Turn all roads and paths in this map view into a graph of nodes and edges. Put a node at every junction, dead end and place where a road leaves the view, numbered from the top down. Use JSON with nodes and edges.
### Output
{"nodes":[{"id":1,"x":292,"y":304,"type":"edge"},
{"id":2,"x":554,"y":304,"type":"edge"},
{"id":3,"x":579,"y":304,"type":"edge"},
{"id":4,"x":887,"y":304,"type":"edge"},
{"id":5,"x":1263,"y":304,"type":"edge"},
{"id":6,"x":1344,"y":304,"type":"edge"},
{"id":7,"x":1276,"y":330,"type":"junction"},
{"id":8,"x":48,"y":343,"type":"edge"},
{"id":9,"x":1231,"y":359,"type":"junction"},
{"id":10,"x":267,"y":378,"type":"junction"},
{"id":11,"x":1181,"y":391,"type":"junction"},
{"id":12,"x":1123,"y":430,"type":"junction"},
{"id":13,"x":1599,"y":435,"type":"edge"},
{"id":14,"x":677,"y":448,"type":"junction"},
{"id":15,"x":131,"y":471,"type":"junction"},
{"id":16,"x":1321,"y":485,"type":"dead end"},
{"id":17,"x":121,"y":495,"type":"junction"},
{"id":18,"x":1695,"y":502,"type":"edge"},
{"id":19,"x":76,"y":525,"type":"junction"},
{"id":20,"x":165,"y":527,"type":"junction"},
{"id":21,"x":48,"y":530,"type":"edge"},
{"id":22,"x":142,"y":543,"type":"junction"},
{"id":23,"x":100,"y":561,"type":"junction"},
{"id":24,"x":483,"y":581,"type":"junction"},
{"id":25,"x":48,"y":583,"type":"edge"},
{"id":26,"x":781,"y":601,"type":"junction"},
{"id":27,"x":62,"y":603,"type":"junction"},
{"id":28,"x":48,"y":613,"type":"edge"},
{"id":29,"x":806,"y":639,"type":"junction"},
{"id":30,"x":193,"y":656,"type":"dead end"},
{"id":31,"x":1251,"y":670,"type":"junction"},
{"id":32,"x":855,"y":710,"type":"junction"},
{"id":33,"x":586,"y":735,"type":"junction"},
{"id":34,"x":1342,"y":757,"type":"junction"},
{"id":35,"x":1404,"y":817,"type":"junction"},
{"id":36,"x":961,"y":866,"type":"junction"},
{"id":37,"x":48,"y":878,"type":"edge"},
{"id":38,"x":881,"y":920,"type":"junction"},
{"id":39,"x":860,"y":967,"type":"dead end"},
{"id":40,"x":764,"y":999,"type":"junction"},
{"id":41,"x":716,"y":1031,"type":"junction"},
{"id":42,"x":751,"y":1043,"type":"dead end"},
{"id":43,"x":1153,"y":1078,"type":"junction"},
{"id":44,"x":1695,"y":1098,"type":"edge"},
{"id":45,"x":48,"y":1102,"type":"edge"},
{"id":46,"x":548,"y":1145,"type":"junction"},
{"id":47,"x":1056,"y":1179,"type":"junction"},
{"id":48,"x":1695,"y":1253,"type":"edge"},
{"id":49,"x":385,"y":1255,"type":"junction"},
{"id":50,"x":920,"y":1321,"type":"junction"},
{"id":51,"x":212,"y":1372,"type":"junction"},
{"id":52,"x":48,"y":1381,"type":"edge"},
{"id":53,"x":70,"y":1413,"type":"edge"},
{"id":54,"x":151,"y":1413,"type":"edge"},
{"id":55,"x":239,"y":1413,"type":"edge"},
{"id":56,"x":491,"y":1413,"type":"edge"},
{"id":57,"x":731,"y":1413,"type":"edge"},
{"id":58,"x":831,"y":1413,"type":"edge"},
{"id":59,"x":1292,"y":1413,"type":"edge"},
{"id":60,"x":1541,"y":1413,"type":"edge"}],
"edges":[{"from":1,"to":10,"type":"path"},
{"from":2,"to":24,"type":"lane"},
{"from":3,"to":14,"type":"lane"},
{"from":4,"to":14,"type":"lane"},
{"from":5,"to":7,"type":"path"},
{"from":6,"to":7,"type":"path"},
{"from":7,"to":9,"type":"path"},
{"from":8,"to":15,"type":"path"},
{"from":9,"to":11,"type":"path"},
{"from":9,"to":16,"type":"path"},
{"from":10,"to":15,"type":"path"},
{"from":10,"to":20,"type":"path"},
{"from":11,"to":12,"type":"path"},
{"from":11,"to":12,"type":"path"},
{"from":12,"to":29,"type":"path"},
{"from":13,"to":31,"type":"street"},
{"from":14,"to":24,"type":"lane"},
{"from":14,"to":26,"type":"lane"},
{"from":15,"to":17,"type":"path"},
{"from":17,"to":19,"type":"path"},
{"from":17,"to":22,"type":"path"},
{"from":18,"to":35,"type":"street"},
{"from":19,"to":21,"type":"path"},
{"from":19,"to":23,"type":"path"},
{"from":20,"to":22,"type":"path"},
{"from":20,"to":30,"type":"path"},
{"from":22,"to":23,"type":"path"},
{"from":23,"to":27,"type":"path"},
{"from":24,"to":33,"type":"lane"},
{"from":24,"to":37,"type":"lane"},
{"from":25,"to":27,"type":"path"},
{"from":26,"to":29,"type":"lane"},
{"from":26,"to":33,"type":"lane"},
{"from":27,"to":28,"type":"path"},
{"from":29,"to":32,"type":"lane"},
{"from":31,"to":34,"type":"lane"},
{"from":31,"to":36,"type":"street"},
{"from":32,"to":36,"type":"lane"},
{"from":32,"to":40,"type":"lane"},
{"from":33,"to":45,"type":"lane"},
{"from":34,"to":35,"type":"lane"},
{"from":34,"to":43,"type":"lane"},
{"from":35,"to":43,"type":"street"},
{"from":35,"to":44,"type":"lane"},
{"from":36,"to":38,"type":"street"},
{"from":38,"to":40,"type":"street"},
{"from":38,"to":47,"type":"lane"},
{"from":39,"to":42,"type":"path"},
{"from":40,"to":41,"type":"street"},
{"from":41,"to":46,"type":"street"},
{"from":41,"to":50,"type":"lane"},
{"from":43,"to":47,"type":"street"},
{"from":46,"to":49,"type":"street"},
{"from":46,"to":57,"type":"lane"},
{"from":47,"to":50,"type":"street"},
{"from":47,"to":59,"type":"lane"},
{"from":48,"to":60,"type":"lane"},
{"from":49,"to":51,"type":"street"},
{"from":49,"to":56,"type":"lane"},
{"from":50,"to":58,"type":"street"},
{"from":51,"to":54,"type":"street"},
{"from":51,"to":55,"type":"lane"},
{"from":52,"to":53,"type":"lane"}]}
::::
Brief — In the data above, find each line that uses the string "dead". Copy it.

Completed exercise —
Turn all roads and paths in this map view into a graph of nodes and edges. Put a node at every junction, dead end and place where a road leaves the view, numbered from the top down. Use JSON with nodes and edges.
{"id":16,"x":1321,"y":485,"type":"dead end"},
{"id":30,"x":193,"y":656,"type":"dead end"},
{"id":39,"x":860,"y":967,"type":"dead end"},
{"id":42,"x":751,"y":1043,"type":"dead end"},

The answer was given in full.